Almost a year ago, I wrote that scaling is always the problem. I had recently started a job where I had to scale, along with the business, and the team and process that I had in my charge. That continues to be part of the challenge, but I've also come to realize that problem solving is better approached by figuring out the ideal state and working backward from there. Concentrating too much on current state makes it harder to even see the ideal state.

Let's say you have to build a wooden box. You have some of the wood to frame it, but not enough to cover the sides, and you have some screws and a screwdriver, but no drill. Looking at it from a current state point of view, you have a number of constraints that make it difficult for you to finish the box. That's demotivating, for sure, but it also makes it harder to see what the box could be. You aren't thinking about hinges for a lid, or a knob, or even paint.

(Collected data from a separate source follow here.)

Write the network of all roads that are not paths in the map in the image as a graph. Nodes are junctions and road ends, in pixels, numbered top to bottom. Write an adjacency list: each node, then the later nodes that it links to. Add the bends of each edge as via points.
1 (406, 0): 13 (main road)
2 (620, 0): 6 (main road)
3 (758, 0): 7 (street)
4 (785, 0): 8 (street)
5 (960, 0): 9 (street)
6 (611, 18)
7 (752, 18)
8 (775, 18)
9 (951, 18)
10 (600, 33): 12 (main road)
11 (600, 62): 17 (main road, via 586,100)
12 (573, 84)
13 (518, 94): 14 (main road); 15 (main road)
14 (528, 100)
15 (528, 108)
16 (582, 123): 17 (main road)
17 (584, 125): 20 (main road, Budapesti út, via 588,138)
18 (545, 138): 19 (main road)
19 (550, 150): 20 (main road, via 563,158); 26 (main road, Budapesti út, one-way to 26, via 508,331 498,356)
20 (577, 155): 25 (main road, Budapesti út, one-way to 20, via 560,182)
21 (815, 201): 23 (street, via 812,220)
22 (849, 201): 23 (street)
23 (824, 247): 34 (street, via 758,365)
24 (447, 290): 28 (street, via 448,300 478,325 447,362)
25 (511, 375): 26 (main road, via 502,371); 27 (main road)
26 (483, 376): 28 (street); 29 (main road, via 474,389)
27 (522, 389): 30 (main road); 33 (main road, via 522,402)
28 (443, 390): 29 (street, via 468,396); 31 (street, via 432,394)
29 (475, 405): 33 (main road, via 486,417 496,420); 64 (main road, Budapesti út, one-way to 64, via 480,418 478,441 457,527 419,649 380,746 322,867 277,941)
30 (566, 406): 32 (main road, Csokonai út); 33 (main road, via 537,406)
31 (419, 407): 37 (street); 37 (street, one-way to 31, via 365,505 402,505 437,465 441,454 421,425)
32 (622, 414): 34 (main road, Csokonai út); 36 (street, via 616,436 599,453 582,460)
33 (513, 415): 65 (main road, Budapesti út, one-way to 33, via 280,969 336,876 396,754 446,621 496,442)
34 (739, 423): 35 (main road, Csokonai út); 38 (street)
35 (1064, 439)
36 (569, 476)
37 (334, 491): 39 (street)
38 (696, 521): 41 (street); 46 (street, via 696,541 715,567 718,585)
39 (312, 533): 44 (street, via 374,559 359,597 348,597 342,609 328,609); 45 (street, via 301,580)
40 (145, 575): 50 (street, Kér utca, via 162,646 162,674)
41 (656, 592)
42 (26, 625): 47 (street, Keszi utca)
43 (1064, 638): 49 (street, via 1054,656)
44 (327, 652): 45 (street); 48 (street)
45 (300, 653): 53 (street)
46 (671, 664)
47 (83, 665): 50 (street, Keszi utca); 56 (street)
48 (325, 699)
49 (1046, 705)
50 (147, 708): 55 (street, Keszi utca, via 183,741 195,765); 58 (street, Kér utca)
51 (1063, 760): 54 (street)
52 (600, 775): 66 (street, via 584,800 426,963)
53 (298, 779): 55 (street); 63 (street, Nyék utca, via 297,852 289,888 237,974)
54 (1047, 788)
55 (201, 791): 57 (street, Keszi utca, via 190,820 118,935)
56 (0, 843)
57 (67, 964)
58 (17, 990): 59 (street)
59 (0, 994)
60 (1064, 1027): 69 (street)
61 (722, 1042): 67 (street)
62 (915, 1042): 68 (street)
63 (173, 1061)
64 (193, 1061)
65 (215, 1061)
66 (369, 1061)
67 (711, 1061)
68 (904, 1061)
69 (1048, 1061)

There are elements you don't have on hand, so the ideal is further away. But if you could step away, and think, "What do I really want a box to be?" it leads you somewhere better. In this case it probably leads you to go to the hardware store and get what you need.

I think I instinctively knew this, but don't always apply it where I should. When I knew I wanted to live in a better climate, and get to a certain place professionally, I looked at the ideal and figured out what the interim steps should be. The plan changes and bends as you discover new information, but forward momentum comes easy when you know what that ideal looks like. (For the record, the locale was easy, and the career goals have evolved, but I'm headed in the right direction.)

I've defined the ideal and worked backward from it on all kinds of important things. I did it in terms of my relationship goals, professional goals, financial goals, really all the big life things, and those are all works in progress. There are day to day things that it works for as well.

So yeah, don't let current state get in the way of where something could be.